Bateau de papier
de Olav Håkonson Hauge, Sandrine Cnudde (Dessin)

critiqué par Septularisen, le 4 mars 2018
(Luxembourg - 56 ans)


La note:  étoiles
"Et le voilà content, content comme une bouteille de cidre quand le printemps y fait monter une petite bulle de gaz et que le bouchon va sauter"
La nouvelle nappe

Jaune, la nouvelle nappe.
Et blanches, les pages neuves!
Sûr que les mots vont venir:
une si belle nappe,
un si beau papier!
La glace a recouvert le fjord,
les oiseaux viennent s'y poser.

Pratiquement inconnu chez nous Olav Håkonson HAUGE (1908-1994) est pourtant une gloire nationale dans son pays et est considéré comme le plus grand poète norvégien du XXe siècle. Surnommé "le jardinier d'Ulvik" (du nom du petit village au bord d'un fjord où il passera toute sa vie), il partage son temps entre l'écriture de ses poèmes et… son verger de pommiers !

Larme, non, ne tombe pas

Presque rien pour toi,
tant de bien pour moi:
un sourire doux,
ta main – ce fut tout.
Larme,
non, ne tombe pas,
tu es de sel, je le sais.

Autodidacte sédentaire, il apprend seul le français, l'allemand, l'anglais, pour lire et traduire en norvégien les livres de Ezra POUND, William Butler YEATS, Walt WHITMAN, Emily DICKINSON, Arthur RIMBAUD, Stéphane MALLARMÉ, Charles BAUDELAIRE, René CHAR, Georg TRAKL, Bertolt BRECHT, Paul CELAN...
Vie de paradoxes et de contradictions en effet puisque son œuvre unique prendra place entre les nombreuses crises de schizophrénie (il sera d’ailleurs interné a de nombreuses reprises…), qui vont affecter 30 années de sa vie.
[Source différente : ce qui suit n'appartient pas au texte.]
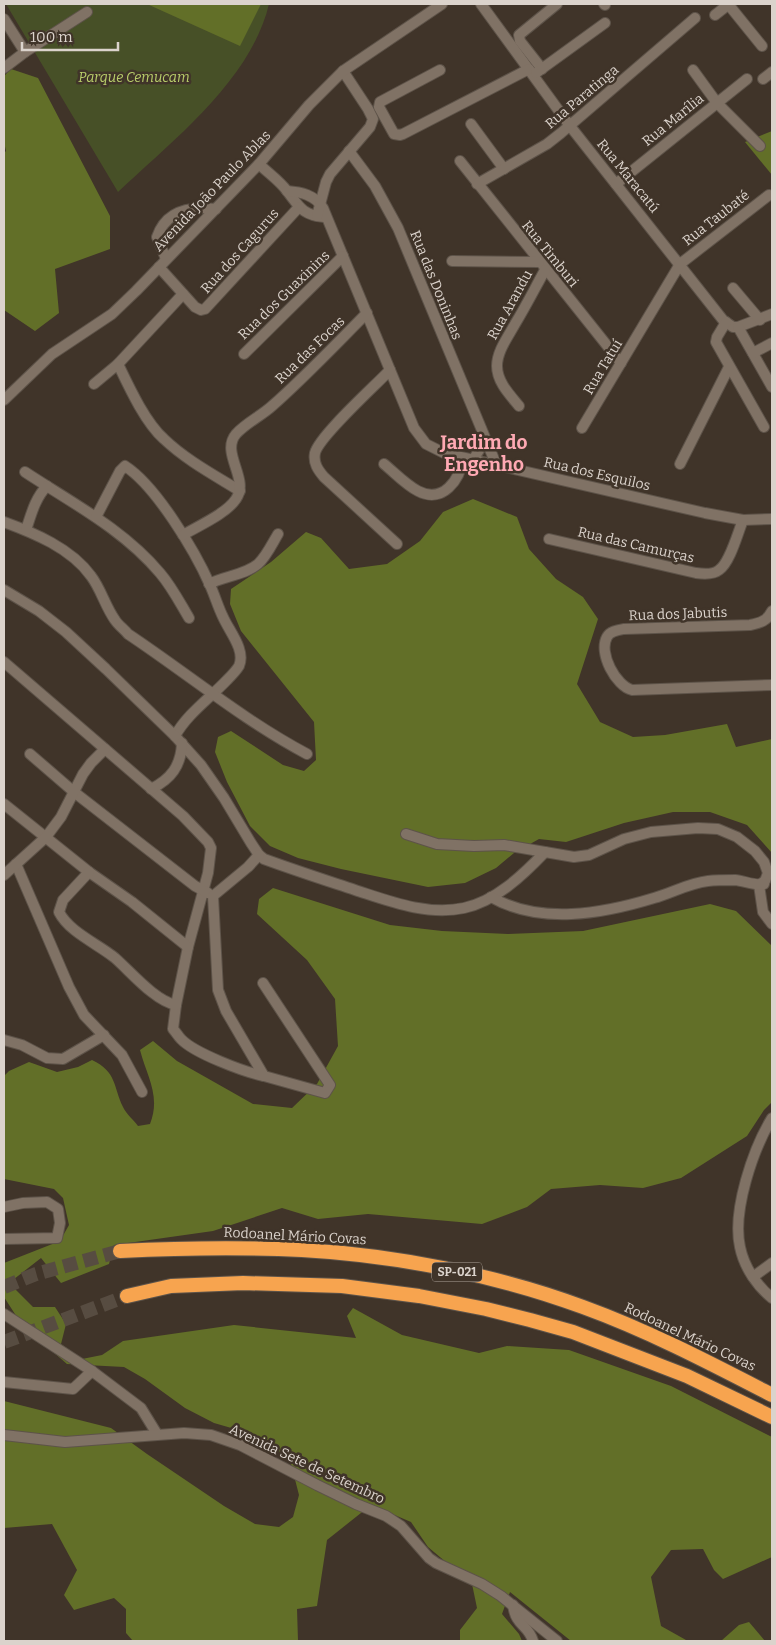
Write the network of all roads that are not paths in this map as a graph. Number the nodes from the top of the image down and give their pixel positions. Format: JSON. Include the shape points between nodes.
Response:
{"nodes":[{"id":1,"x":442,"y":4,"type":"edge"},
{"id":2,"x":481,"y":4,"type":"edge"},
{"id":3,"x":557,"y":4,"type":"edge"},
{"id":4,"x":729,"y":4,"type":"edge"},
{"id":5,"x":87,"y":12,"type":"dead end"},
{"id":6,"x":715,"y":15,"type":"dead end"},
{"id":7,"x":695,"y":18,"type":"dead end"},
{"id":8,"x":4,"y":19,"type":"edge"},
{"id":9,"x":605,"y":23,"type":"dead end"},
{"id":10,"x":762,"y":46,"type":"dead end"},
{"id":11,"x":24,"y":52,"type":"junction"},
{"id":12,"x":4,"y":68,"type":"edge"},
{"id":13,"x":440,"y":70,"type":"dead end"},
{"id":14,"x":693,"y":70,"type":"dead end"},
{"id":15,"x":534,"y":71,"type":"junction"},
{"id":16,"x":343,"y":72,"type":"junction"},
{"id":17,"x":772,"y":72,"type":"edge"},
{"id":18,"x":747,"y":78,"type":"dead end"},
{"id":19,"x":763,"y":79,"type":"dead end"},
{"id":20,"x":717,"y":103,"type":"junction"},
{"id":21,"x":471,"y":124,"type":"dead end"},
{"id":22,"x":570,"y":126,"type":"junction"},
{"id":23,"x":760,"y":146,"type":"dead end"},
{"id":24,"x":350,"y":151,"type":"junction"},
{"id":25,"x":460,"y":161,"type":"dead end"},
{"id":26,"x":259,"y":164,"type":"junction"},
{"id":27,"x":504,"y":169,"type":"junction"},
{"id":28,"x":477,"y":184,"type":"junction"},
{"id":29,"x":616,"y":184,"type":"junction"},
{"id":30,"x":287,"y":191,"type":"junction"},
{"id":31,"x":769,"y":195,"type":"dead end"},
{"id":32,"x":321,"y":204,"type":"junction"},
{"id":33,"x":299,"y":207,"type":"junction"},
{"id":34,"x":216,"y":209,"type":"junction"},
{"id":35,"x":322,"y":216,"type":"junction"},
{"id":36,"x":343,"y":256,"type":"junction"},
{"id":37,"x":166,"y":259,"type":"junction"},
{"id":38,"x":452,"y":261,"type":"dead end"},
{"id":39,"x":680,"y":264,"type":"junction"},
{"id":40,"x":542,"y":266,"type":"junction"},
{"id":41,"x":159,"y":267,"type":"junction"},
{"id":42,"x":733,"y":288,"type":"dead end"},
{"id":43,"x":183,"y":294,"type":"junction"},
{"id":44,"x":367,"y":313,"type":"junction"},
{"id":45,"x":772,"y":314,"type":"edge"},
{"id":46,"x":760,"y":320,"type":"junction"},
{"id":47,"x":726,"y":322,"type":"junction"},
{"id":48,"x":738,"y":327,"type":"junction"},
{"id":49,"x":772,"y":343,"type":"edge"},
{"id":50,"x":753,"y":353,"type":"junction"},
{"id":51,"x":244,"y":354,"type":"dead end"},
{"id":52,"x":621,"y":363,"type":"junction"},
{"id":53,"x":118,"y":364,"type":"junction"},
{"id":54,"x":729,"y":367,"type":"junction"},
{"id":55,"x":390,"y":370,"type":"junction"},
{"id":56,"x":94,"y":384,"type":"dead end"},
{"id":57,"x":772,"y":385,"type":"edge"},
{"id":58,"x":4,"y":400,"type":"edge"},
{"id":59,"x":519,"y":406,"type":"dead end"},
{"id":60,"x":764,"y":427,"type":"dead end"},
{"id":61,"x":582,"y":428,"type":"dead end"},
{"id":62,"x":483,"y":437,"type":"junction"},
{"id":63,"x":468,"y":459,"type":"junction"},
{"id":64,"x":384,"y":464,"type":"dead end"},
{"id":65,"x":496,"y":464,"type":"junction"},
{"id":66,"x":680,"y":464,"type":"dead end"},
{"id":67,"x":25,"y":472,"type":"dead end"},
{"id":68,"x":47,"y":486,"type":"junction"},
{"id":69,"x":240,"y":491,"type":"junction"},
{"id":70,"x":96,"y":517,"type":"junction"},
{"id":71,"x":772,"y":519,"type":"edge"},
{"id":72,"x":743,"y":520,"type":"junction"},
{"id":73,"x":4,"y":522,"type":"edge"},
{"id":74,"x":26,"y":530,"type":"junction"},
{"id":75,"x":278,"y":534,"type":"dead end"},
{"id":76,"x":183,"y":535,"type":"junction"},
{"id":77,"x":549,"y":539,"type":"dead end"},
{"id":78,"x":397,"y":544,"type":"dead end"},
{"id":79,"x":210,"y":584,"type":"junction"},
{"id":80,"x":4,"y":590,"type":"edge"},
{"id":81,"x":772,"y":611,"type":"edge"},
{"id":82,"x":189,"y":618,"type":"dead end"},
{"id":83,"x":4,"y":662,"type":"edge"},
{"id":84,"x":772,"y":685,"type":"edge"},
{"id":85,"x":213,"y":695,"type":"junction"},
{"id":86,"x":178,"y":739,"type":"junction"},
{"id":87,"x":105,"y":749,"type":"junction"},
{"id":88,"x":30,"y":754,"type":"dead end"},
{"id":89,"x":307,"y":754,"type":"dead end"},
{"id":90,"x":151,"y":789,"type":"junction"},
{"id":91,"x":74,"y":792,"type":"junction"},
{"id":92,"x":4,"y":804,"type":"edge"},
{"id":93,"x":406,"y":834,"type":"dead end"},
{"id":94,"x":46,"y":837,"type":"junction"},
{"id":95,"x":545,"y":852,"type":"junction"},
{"id":96,"x":259,"y":855,"type":"junction"},
{"id":97,"x":16,"y":864,"type":"junction"},
{"id":98,"x":88,"y":872,"type":"junction"},
{"id":99,"x":4,"y":875,"type":"edge"},
{"id":100,"x":772,"y":882,"type":"edge"},
{"id":101,"x":759,"y":885,"type":"junction"},
{"id":102,"x":203,"y":890,"type":"junction"},
{"id":103,"x":213,"y":896,"type":"junction"},
{"id":104,"x":491,"y":897,"type":"junction"},
{"id":105,"x":772,"y":924,"type":"edge"},
{"id":106,"x":188,"y":947,"type":"junction"},
{"id":107,"x":263,"y":983,"type":"dead end"},
{"id":108,"x":176,"y":1004,"type":"junction"},
{"id":109,"x":104,"y":1035,"type":"junction"},
{"id":110,"x":5,"y":1044,"type":"edge"},
{"id":111,"x":264,"y":1076,"type":"junction"},
{"id":112,"x":142,"y":1092,"type":"dead end"},
{"id":113,"x":772,"y":1118,"type":"edge"},
{"id":114,"x":4,"y":1207,"type":"edge"},
{"id":115,"x":4,"y":1239,"type":"edge"},
{"id":116,"x":120,"y":1251,"type":"tunnel mouth"},
{"id":117,"x":772,"y":1263,"type":"edge"},
{"id":118,"x":753,"y":1277,"type":"junction"},
{"id":119,"x":127,"y":1296,"type":"tunnel mouth"},
{"id":120,"x":772,"y":1298,"type":"edge"},
{"id":121,"x":4,"y":1314,"type":"edge"},
{"id":122,"x":92,"y":1371,"type":"junction"},
{"id":123,"x":4,"y":1382,"type":"edge"},
{"id":124,"x":772,"y":1395,"type":"edge"},
{"id":125,"x":772,"y":1417,"type":"edge"},
{"id":126,"x":157,"y":1434,"type":"junction"},
{"id":127,"x":4,"y":1435,"type":"edge"},
{"id":128,"x":513,"y":1605,"type":"junction"},
{"id":129,"x":533,"y":1641,"type":"edge"},
{"id":130,"x":557,"y":1641,"type":"edge"}],
"edges":[{"from":1,"to":16,"type":"street","name":"Avenida João Paulo Ablas"},
{"from":2,"to":15,"type":"street","name":"Rua Maracatú"},
{"from":3,"to":15,"type":"street","via":[[519,35]]},
{"from":4,"to":6,"type":"street"},
{"from":4,"to":10,"type":"street"},
{"from":5,"to":11,"type":"street"},
{"from":7,"to":22,"type":"street","name":"Rua Paratinga"},
{"from":8,"to":11,"type":"street"},
{"from":9,"to":15,"type":"street"},
{"from":11,"to":12,"type":"street"},
{"from":13,"to":15,"type":"street","via":[[380,102],[379,107],[394,134],[403,134]]},
{"from":14,"to":20,"type":"street"},
{"from":15,"to":22,"type":"street","name":"Rua Maracatú"},
{"from":16,"to":24,"type":"street","via":[[373,119]]},
{"from":16,"to":26,"type":"street","name":"Avenida João Paulo Ablas","via":[[309,105]]},
{"from":17,"to":19,"type":"street"},
{"from":18,"to":20,"type":"street","name":"Rua Marília"},
{"from":20,"to":23,"type":"street"},
{"from":20,"to":29,"type":"street","name":"Rua Marília"},
{"from":21,"to":27,"type":"street"},
{"from":22,"to":27,"type":"street","name":"Rua Paratinga","via":[[547,144]]},
{"from":22,"to":29,"type":"street","name":"Rua Maracatú"},
{"from":24,"to":32,"type":"street","via":[[330,174]]},
{"from":24,"to":62,"type":"street","name":"Rua das Doninhas","via":[[375,186],[398,228]]},
{"from":25,"to":28,"type":"street","name":"Rua Timburi"},
{"from":26,"to":30,"type":"street"},
{"from":26,"to":34,"type":"street","name":"Avenida João Paulo Ablas"},
{"from":27,"to":28,"type":"street","name":"Rua Paratinga"},
{"from":28,"to":40,"type":"street","name":"Rua Timburi"},
{"from":29,"to":39,"type":"street","name":"Rua Maracatú"},
{"from":30,"to":32,"type":"street","via":[[313,197]]},
{"from":30,"to":33,"type":"street"},
{"from":31,"to":39,"type":"street","name":"Rua Taubaté"},
{"from":32,"to":35,"type":"street","name":"Rua dos Esquilos"},
{"from":33,"to":35,"type":"street"},
{"from":33,"to":43,"type":"street","name":"Rua dos Cagurus","via":[[208,307],[198,309]]},
{"from":34,"to":37,"type":"street","name":"Avenida João Paulo Ablas"},
{"from":34,"to":37,"type":"street","via":[[193,208],[166,221],[157,237]]},
{"from":35,"to":36,"type":"street","name":"Rua dos Esquilos"},
{"from":36,"to":44,"type":"street","name":"Rua dos Esquilos"},
{"from":36,"to":51,"type":"street","name":"Rua dos Guaxinins"},
{"from":37,"to":41,"type":"street","name":"Avenida João Paulo Ablas"},
{"from":38,"to":40,"type":"street"},
{"from":39,"to":47,"type":"street","name":"Rua Maracatú"},
{"from":39,"to":52,"type":"street","name":"Rua Tatuí"},
{"from":40,"to":52,"type":"street","name":"Rua Timburi"},
{"from":40,"to":59,"type":"street","name":"Rua Arandu","via":[[498,357],[497,367],[504,388]]},
{"from":41,"to":43,"type":"street","name":"Rua dos Cagurus"},
{"from":41,"to":58,"type":"street","name":"Avenida João Paulo Ablas","via":[[112,314],[52,354]]},
{"from":42,"to":46,"type":"street"},
{"from":43,"to":53,"type":"street"},
{"from":44,"to":55,"type":"street","name":"Rua dos Esquilos"},
{"from":44,"to":69,"type":"street","name":"Rua das Focas","via":[[271,406],[235,435],[231,443]]},
{"from":45,"to":46,"type":"street"},
{"from":46,"to":48,"type":"street"},
{"from":47,"to":48,"type":"street","name":"Rua Maracatú"},
{"from":47,"to":54,"type":"street","via":[[716,342]]},
{"from":48,"to":50,"type":"street"},
{"from":49,"to":50,"type":"street"},
{"from":50,"to":57,"type":"street"},
{"from":52,"to":61,"type":"street","name":"Rua Tatuí"},
{"from":53,"to":56,"type":"street"},
{"from":53,"to":69,"type":"street","via":[[141,408],[163,439],[195,464]]},
{"from":54,"to":60,"type":"street"},
{"from":54,"to":66,"type":"street"},
{"from":55,"to":63,"type":"street","name":"Rua dos Esquilos","via":[[408,417],[420,437],[434,449]]},
{"from":55,"to":78,"type":"street","via":[[324,438],[315,453],[315,461],[324,477]]},
{"from":62,"to":63,"type":"street","via":[[481,447]]},
{"from":62,"to":65,"type":"street","name":"Rua das Doninhas"},
{"from":63,"to":64,"type":"street","via":[[454,483],[433,495],[414,489]]},
{"from":63,"to":65,"type":"street","name":"Rua dos Esquilos"},
{"from":65,"to":72,"type":"street","name":"Rua dos Esquilos"},
{"from":67,"to":68,"type":"street"},
{"from":68,"to":70,"type":"street"},
{"from":68,"to":74,"type":"street","via":[[32,510]]},
{"from":69,"to":76,"type":"street","via":[[225,510]]},
{"from":70,"to":76,"type":"street","via":[[125,466],[144,481]]},
{"from":70,"to":82,"type":"street","via":[[160,572]]},
{"from":71,"to":72,"type":"street","name":"Rua dos Esquilos"},
{"from":72,"to":77,"type":"street","name":"Rua das Camurças","via":[[725,564],[709,573],[696,573]]},
{"from":73,"to":74,"type":"street"},
{"from":74,"to":85,"type":"street","via":[[75,559],[92,576],[115,620],[128,634]]},
{"from":75,"to":79,"type":"street","via":[[259,563]]},
{"from":76,"to":79,"type":"street"},
{"from":79,"to":85,"type":"street","via":[[240,654],[239,665]]},
{"from":80,"to":86,"type":"street","via":[[66,632]]},
{"from":81,"to":84,"type":"street","name":"Rua dos Jabutis","via":[[762,622],[750,625],[624,629],[610,634],[604,644],[611,671],[617,681],[628,689]]},
{"from":83,"to":87,"type":"street"},
{"from":85,"to":86,"type":"street","via":[[179,728]]},
{"from":85,"to":89,"type":"street","via":[[273,736]]},
{"from":86,"to":90,"type":"street","via":[[181,756],[176,767],[163,783]]},
{"from":86,"to":96,"type":"street","via":[[201,765]]},
{"from":87,"to":90,"type":"street"},
{"from":87,"to":91,"type":"street","via":[[91,763]]},
{"from":88,"to":91,"type":"street"},
{"from":90,"to":102,"type":"street","via":[[208,842],[211,848]]},
{"from":91,"to":94,"type":"street"},
{"from":91,"to":102,"type":"street"},
{"from":92,"to":94,"type":"street"},
{"from":93,"to":95,"type":"street","via":[[437,844],[504,845]]},
{"from":94,"to":97,"type":"street"},
{"from":94,"to":98,"type":"street"},
{"from":95,"to":101,"type":"street","via":[[574,857],[590,855],[624,839],[651,832],[718,829],[737,837],[764,862],[768,873],[765,882]]},
{"from":95,"to":104,"type":"street"},
{"from":96,"to":103,"type":"street"},
{"from":96,"to":104,"type":"street","via":[[308,875],[402,905],[439,910],[464,908]]},
{"from":97,"to":99,"type":"street"},
{"from":97,"to":109,"type":"street","via":[[69,987],[84,1015]]},
{"from":98,"to":106,"type":"street"},
{"from":98,"to":108,"type":"street","via":[[63,900],[59,912],[62,919],[159,996]]},
{"from":100,"to":101,"type":"street"},
{"from":101,"to":104,"type":"street","via":[[735,880],[708,881],[619,908],[586,913],[526,911]]},
{"from":101,"to":105,"type":"street","via":[[763,912]]},
{"from":102,"to":103,"type":"street"},
{"from":102,"to":106,"type":"street"},
{"from":103,"to":111,"type":"street","via":[[218,990],[226,1011]]},
{"from":106,"to":108,"type":"street"},
{"from":107,"to":111,"type":"street","via":[[330,1085],[325,1092]]},
{"from":108,"to":111,"type":"street","via":[[174,1029],[180,1039],[248,1073]]},
{"from":109,"to":110,"type":"street","via":[[63,1059],[48,1058],[22,1045]]},
{"from":109,"to":112,"type":"street","via":[[122,1055]]},
{"from":113,"to":118,"type":"street","via":[[755,1150],[738,1227],[744,1262]]},
{"from":114,"to":115,"type":"street","via":[[47,1202],[58,1209],[60,1222],[57,1238]]},
{"from":116,"to":124,"type":"highway","name":"Rodoanel Mário Covas","number":"SP-021","via":[[301,1250],[374,1256],[496,1281],[582,1306],[621,1322]]},
{"from":117,"to":118,"type":"street"},
{"from":118,"to":120,"type":"street"},
{"from":119,"to":125,"type":"highway","number":"SP-021","via":[[171,1286],[243,1283],[342,1286],[428,1298],[573,1332],[687,1376]]},
{"from":121,"to":122,"type":"street"},
{"from":122,"to":123,"type":"street","via":[[73,1389]]},
{"from":122,"to":126,"type":"street","via":[[141,1408]]},
{"from":126,"to":127,"type":"street","name":"Avenida Sete de Setembro","via":[[65,1442]]},
{"from":126,"to":128,"type":"street","name":"Avenida Sete de Setembro","via":[[211,1435],[240,1445],[386,1516],[401,1526],[436,1563],[482,1584]]},
{"from":128,"to":129,"type":"street","via":[[516,1619]]},
{"from":128,"to":130,"type":"street","name":"Avenida Sete de Setembro"}]}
Nous ne voguons pas sur la même mer

Nous ne voguons pas sur la même mer,
trompeuses sont les apparences.
Ferraille et grumes sur le pont,
sable et ciment dans mes soutes,
je m’enfonce, je suis lent,
je foule les vagues houleuses,
je hulule dans la brume.
Toi tu vogues sur un bateau de papier,
ta voile bleue gonflée de rêves,
si tiède le vent, délicate la vague.

Sa poésie, d'une forme classique à ses débuts, influencée, entre autres, par les poètes chinois Li Bai (ou Li Po 701-762) et Lu Ji (261-303) s'affranchit peu à peu de tous les codes, - bien que restant toujours proche de la nature, les chevaux, la neige, la mer, les arbres, les oiseaux, les plantes, les fleurs… sont les thèmes récurrents de son œuvre -, faisant de lui à la fin de sa vie, le grand rénovateur de la poésie norvégienne.

Depuis cette nuit l'herbe est verte

Depuis cette nuit l'herbe est verte.
Un oiseau s'essaie à chanter,
la brume s'élève,
le soleil paraît au-dessus des cimes blanches.
De tout temps, au matin
la joie tambourine sur son bouclier de cuivre.

N’attendez plus, partez sans attendre à la découverte du «jardinier d’Ulvik » et découvrez sa poésie unique avec cette sélection de 28 de ses brefs poèmes…

Il y a ce rêve

Il y a ce rêve que nous portons en nous
qu'une merveille adviendra,
qu'elle doit advenir -
que le temps va s'ouvrir
que les cœurs vont s'ouvrir
que la montagne va s'ouvrir
que des sources vont jaillir -
que le rêve va s'ouvrir,
qu'un beau matin nous glisserons vers le havre
portés par une vague dont nous ne savions rien.